It's a Cocktail Party Crisis; but NATO Isn't Drunk with Problems
Byline: Tod Lindberg, THE WASHINGTON TIMES
BRUSSELS - The Senate voted earlier this month to approve admission of seven Central and Eastern European countries from the former Soviet bloc into NATO, the transatlantic alliance. The vote was 96-0, which was testimony not only to the strength of the political case that has been laid out over the years in behalf of a whole, free and secure Europe, but also, no one doubts, to the diplomatic support the United States received from the aspirant countries in the debate that preceded the Iraq war.
Though some responded with derision to, say, Latvian support for a war to which it could contribute nothing on the battlefield, the diplomatic support from the seven was timely and helpful for the United States. Nor was it costless for the seven, who also aspire to membership in the European Union. French President Jacques Chirac, in a fit of neo-Gaullist overkill, openly questioned the membership prospects of those with the temerity to support the United States on Iraq.
Their support has, however, been fully appreciated in Washington. While there was never danger of the vote failing, Senate Majority Leader Bill Frist told me that the stance of the seven on Iraq paved the way to the unanimous outcome.

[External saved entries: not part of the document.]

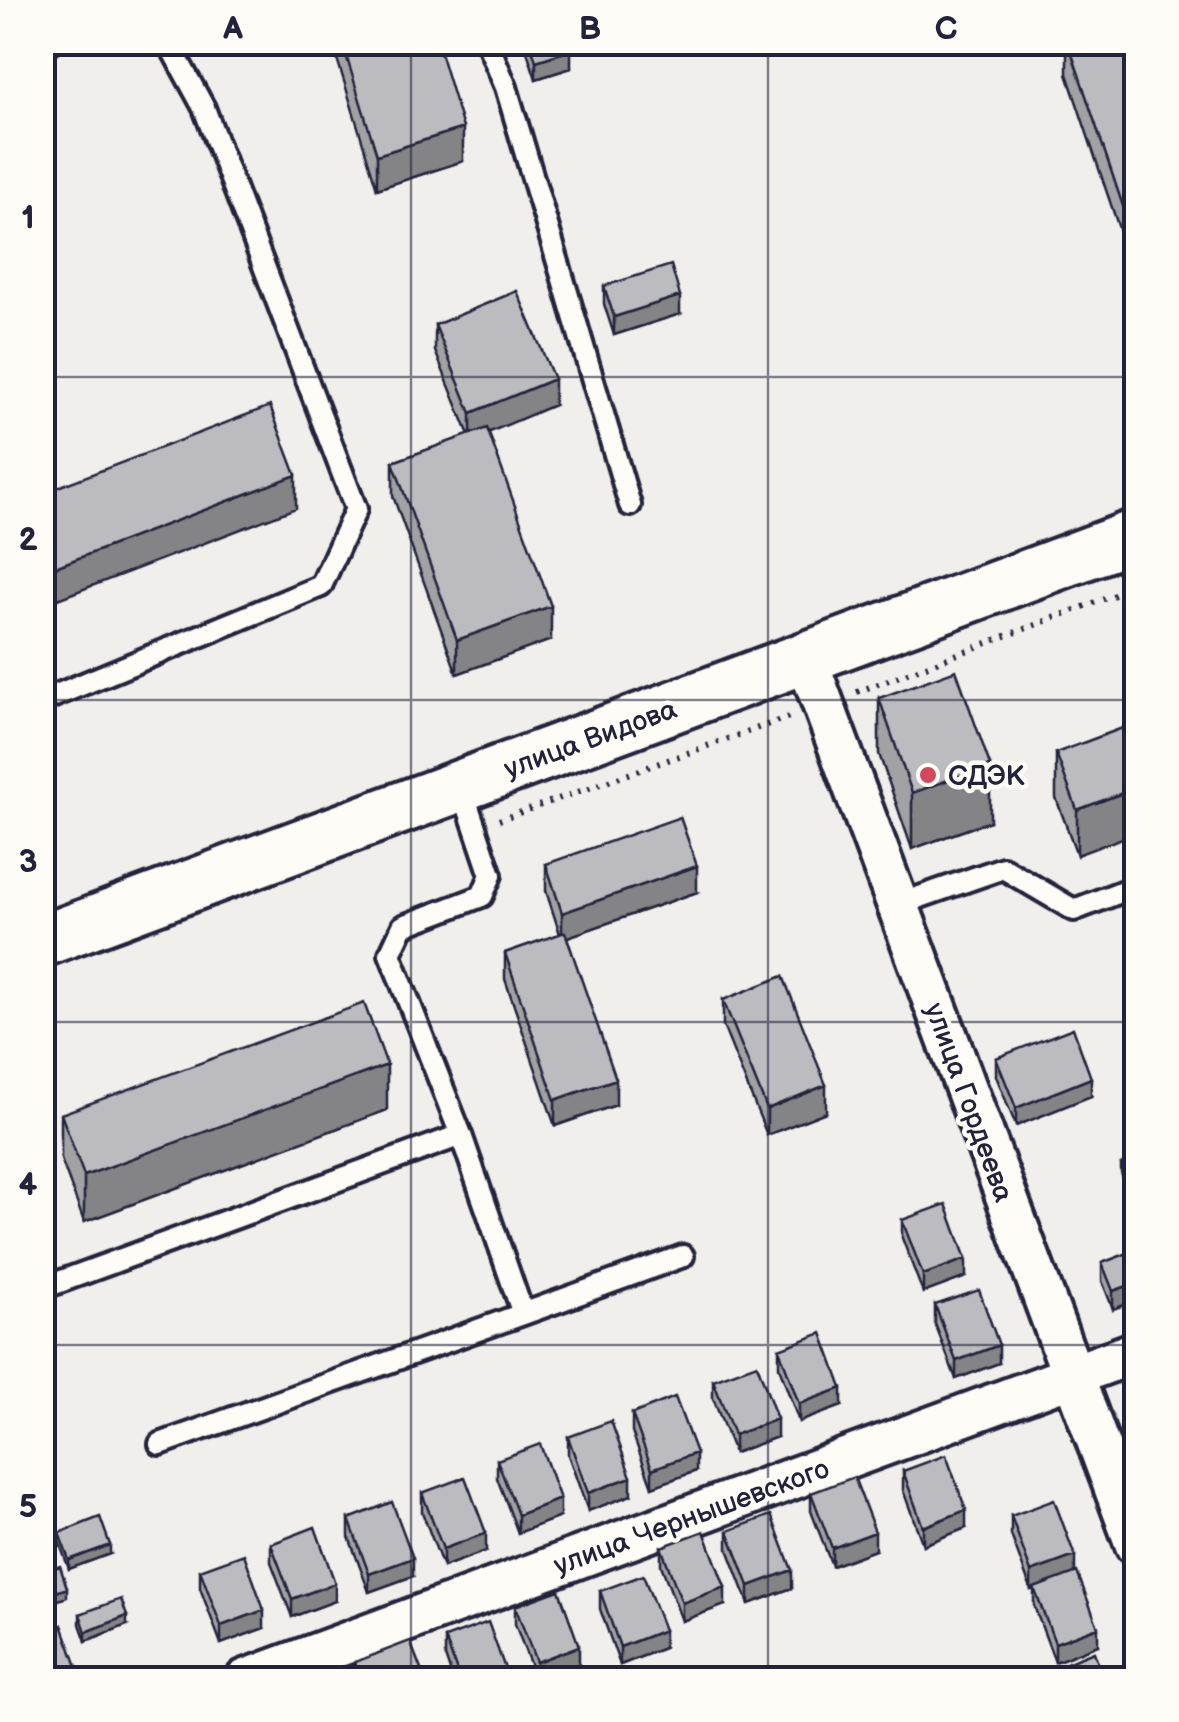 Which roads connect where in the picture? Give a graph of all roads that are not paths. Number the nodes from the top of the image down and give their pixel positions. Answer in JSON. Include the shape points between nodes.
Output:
{"nodes":[{"id":1,"x":51,"y":42,"type":"edge"},
{"id":2,"x":168,"y":42,"type":"edge"},
{"id":3,"x":487,"y":42,"type":"edge"},
{"id":4,"x":42,"y":45,"type":"edge"},
{"id":5,"x":630,"y":505,"type":"dead end"},
{"id":6,"x":1136,"y":535,"type":"edge"},
{"id":7,"x":806,"y":658,"type":"junction"},
{"id":8,"x":42,"y":700,"type":"edge"},
{"id":9,"x":468,"y":807,"type":"junction"},
{"id":10,"x":1136,"y":886,"type":"edge"},
{"id":11,"x":898,"y":906,"type":"junction"},
{"id":12,"x":42,"y":941,"type":"edge"},
{"id":13,"x":461,"y":1135,"type":"junction"},
{"id":14,"x":683,"y":1256,"type":"dead end"},
{"id":15,"x":42,"y":1280,"type":"edge"},
{"id":16,"x":523,"y":1314,"type":"junction"},
{"id":17,"x":1136,"y":1352,"type":"edge"},
{"id":18,"x":1072,"y":1376,"type":"junction"},
{"id":19,"x":160,"y":1444,"type":"dead end"},
{"id":20,"x":1136,"y":1545,"type":"edge"},
{"id":21,"x":246,"y":1680,"type":"edge"}],
"edges":[{"from":1,"to":4,"type":"lane"},
{"from":2,"to":8,"type":"lane","via":[[204,108],[356,509],[321,586]]},
{"from":3,"to":5,"type":"lane"},
{"from":6,"to":7,"type":"street","name":"улица Видова"},
{"from":7,"to":9,"type":"street","name":"улица Видова"},
{"from":7,"to":11,"type":"street","name":"улица Гордеева"},
{"from":9,"to":12,"type":"street","name":"улица Видова"},
{"from":9,"to":13,"type":"lane","via":[[491,875],[482,896],[403,926],[390,954]]},
{"from":10,"to":11,"type":"lane","via":[[1074,910],[1003,868]]},
{"from":11,"to":18,"type":"street","name":"улица Гордеева"},
{"from":13,"to":15,"type":"lane","via":[[51,1285]]},
{"from":13,"to":16,"type":"lane"},
{"from":14,"to":16,"type":"lane"},
{"from":16,"to":19,"type":"lane"},
{"from":17,"to":18,"type":"street","name":"улица Чернышевского"},
{"from":18,"to":20,"type":"street","name":"улица Гордеева"},
{"from":18,"to":21,"type":"street","name":"улица Чернышевского"}]}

Unfortunately, however, there has been something of a funereal quality to Washington discussions of NATO in the aftermath of the crisis there over Iraq. The problem was that the opposition of France, Belgium and Germany to the war led them to block efforts in the North Atlantic Council, the political body overseeing the alliance's operations, to make provisions for the defense of Iraq's neighbor, Turkey. Their argument was that undertaking preparations would amount to a NATO endorsement of war. NATO makes its decisions by consensus, so any member can block action. The crisis threatened to leave Turkey in the lurch and to reveal the security guarantee of the alliance to a member in some peril to be meaningless, the consequences of which would be disastrous.
There is another body that can take NATO decisions, however the Defense Policy Committee (DPC), on which France does not sit, having withdrawn from NATO's military command structure. Germany indicated that after a suitable interval measured in days, it would support Turkey in the DPC, leaving it only for Belgium to cave in, which it did, unwilling to stand alone in opposition. The crisis was as severe as they come and led many to conclude by the end of March that the days of the alliance are numbered.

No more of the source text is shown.